Mystery and . . .

Mystery and . . .

Of the three elements that make a story or presentation interesting, the one I find most compelling right now is intrigue. Intrigue has a strange way of allowing your mind to build pictures, pictures in your mind, pictures that allow you to begin to understand the things that you don’t know exist. It is said that we don’t know what it is we don’t know, in many senses this is true. However intrigue is the secret foundation that inspires the mind to explore stuff, it all starts with looking for clues and cues, it’s a search for the bits that are missing in the unfinished picture, making the absolute unknown make sense. It’s quite possibly the incredible rich mixture of ideas that go into intrigue – things like legends, myths, mysteries, icons and symbols, great stories, imaginary scenes and vistas, inspiration, insights, history, present, future, dreams. Even that simple list cracks open the door to seek the first AHA! moment. Intrigue is the keyhole view to something new and exciting, the glimpse of things ahead, the things that bring insights, ideas, and revelations.

Intrigue is the apprehension that creates the stress, the driver between wanting to know and knowing that finding out,  will spoil things forever is one of the great drivers of intrigue. As I have often said, if you know everything, we would cease to have fun, imagine a boring world where there is nothing left to know, nothing left to enjoy.
A while ago I was with some friends at a toddlers birthday party, I watched a father harass a magician into revealing how he did one of the tricks, his need to know was relentless, almost obsessive as he bullied the young magician to “teach him”. He never noticed the deflating disappointment wash over his young child’s face after the magician relented and revealed all. For his 5-year-old son life went from magical to humdrum in a nanosecond. The lesson here is as follows; the key to creating the tension that defines great intrigue is revealing just the right amount of information. Too little and the imagination has nothing to work with; too much and there nothing more to discover and the journey of excitement ends.

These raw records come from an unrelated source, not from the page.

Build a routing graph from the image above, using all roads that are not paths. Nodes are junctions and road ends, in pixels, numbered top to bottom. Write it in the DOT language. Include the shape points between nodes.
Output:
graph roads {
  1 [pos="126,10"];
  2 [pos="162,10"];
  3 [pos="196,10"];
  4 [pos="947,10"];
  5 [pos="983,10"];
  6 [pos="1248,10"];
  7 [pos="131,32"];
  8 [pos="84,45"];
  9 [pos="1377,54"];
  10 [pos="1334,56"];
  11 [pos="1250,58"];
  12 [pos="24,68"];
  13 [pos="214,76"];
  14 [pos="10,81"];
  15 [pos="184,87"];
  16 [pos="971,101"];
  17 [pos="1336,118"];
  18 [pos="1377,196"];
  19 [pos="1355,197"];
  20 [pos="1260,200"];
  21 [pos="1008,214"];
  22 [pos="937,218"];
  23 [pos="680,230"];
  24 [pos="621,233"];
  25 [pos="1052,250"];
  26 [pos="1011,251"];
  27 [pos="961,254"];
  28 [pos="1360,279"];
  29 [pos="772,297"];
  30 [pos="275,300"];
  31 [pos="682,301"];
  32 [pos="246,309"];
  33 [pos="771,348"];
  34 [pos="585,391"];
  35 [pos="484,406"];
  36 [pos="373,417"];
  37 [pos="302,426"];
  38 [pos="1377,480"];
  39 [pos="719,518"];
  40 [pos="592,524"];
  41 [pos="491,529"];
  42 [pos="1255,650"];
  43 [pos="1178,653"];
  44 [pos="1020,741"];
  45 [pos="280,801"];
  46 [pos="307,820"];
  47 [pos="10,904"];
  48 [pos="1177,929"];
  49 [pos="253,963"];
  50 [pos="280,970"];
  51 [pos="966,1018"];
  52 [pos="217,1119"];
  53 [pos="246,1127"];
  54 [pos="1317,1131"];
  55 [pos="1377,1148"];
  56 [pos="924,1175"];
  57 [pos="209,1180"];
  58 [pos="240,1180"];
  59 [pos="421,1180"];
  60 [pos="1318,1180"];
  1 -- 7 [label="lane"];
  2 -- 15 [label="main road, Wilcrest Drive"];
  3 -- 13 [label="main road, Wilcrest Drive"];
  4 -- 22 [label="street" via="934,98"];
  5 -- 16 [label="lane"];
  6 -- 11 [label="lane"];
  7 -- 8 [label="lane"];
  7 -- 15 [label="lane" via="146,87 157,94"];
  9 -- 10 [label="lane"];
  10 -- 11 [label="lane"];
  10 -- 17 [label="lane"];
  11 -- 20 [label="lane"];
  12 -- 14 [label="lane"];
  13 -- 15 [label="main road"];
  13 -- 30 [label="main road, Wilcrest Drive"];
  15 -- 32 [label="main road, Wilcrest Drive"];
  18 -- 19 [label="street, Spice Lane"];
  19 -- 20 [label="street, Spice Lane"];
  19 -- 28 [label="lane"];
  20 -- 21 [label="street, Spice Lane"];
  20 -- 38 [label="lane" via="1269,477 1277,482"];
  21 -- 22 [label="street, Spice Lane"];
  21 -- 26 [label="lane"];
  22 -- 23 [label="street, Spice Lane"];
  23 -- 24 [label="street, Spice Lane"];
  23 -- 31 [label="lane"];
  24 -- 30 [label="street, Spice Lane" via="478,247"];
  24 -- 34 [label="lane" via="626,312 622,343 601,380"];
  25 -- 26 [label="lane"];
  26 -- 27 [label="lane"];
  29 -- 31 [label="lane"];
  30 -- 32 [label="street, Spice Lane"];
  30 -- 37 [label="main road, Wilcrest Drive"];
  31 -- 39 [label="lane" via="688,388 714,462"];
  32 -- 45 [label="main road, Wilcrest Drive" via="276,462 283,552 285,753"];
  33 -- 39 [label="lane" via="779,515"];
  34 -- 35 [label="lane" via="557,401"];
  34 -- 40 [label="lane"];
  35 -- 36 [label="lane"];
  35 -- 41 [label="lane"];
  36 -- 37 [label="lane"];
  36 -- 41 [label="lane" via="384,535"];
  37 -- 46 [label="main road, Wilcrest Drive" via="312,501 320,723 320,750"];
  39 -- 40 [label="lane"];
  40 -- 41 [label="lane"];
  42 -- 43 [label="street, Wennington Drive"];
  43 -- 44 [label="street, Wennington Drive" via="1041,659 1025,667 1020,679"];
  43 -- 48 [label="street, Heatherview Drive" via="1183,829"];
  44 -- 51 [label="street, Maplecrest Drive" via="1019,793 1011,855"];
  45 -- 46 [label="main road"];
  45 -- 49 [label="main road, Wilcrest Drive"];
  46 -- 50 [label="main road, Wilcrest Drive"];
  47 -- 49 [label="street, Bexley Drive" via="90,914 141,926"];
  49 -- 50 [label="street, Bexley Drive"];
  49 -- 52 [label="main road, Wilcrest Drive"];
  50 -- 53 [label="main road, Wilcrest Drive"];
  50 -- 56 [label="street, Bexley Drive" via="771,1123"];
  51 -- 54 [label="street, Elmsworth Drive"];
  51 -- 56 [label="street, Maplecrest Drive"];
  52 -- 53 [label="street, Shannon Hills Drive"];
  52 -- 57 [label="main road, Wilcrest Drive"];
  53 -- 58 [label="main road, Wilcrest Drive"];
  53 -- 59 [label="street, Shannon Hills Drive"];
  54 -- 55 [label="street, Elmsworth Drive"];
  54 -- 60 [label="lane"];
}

Today information is cheap and finding out how things are done is a breeze – you simply ask Google, Jeeves or Wolfram. Did you see the show where David Copperfield suspends a woman in mid air and floats her over the audience? The patent drawings are available on the Internet. Do you really want to know. Sometimes there are things in life that you know that you don’t want to know – it’s more fun that way.

A great presenter lives and breathes the complexities of the worlds he creates and the minds of his or her audience follows every twist and turn with massive intensity. There is a great protocol on the internet where any decent reviewer or commentator is expected to make it very clear if they are about to expose the plot or reveal anything from any movie, book sitcom and TV series by declaring a “spoiler alert”. Some find it tough to stop reading, but many appreciate the courtesy.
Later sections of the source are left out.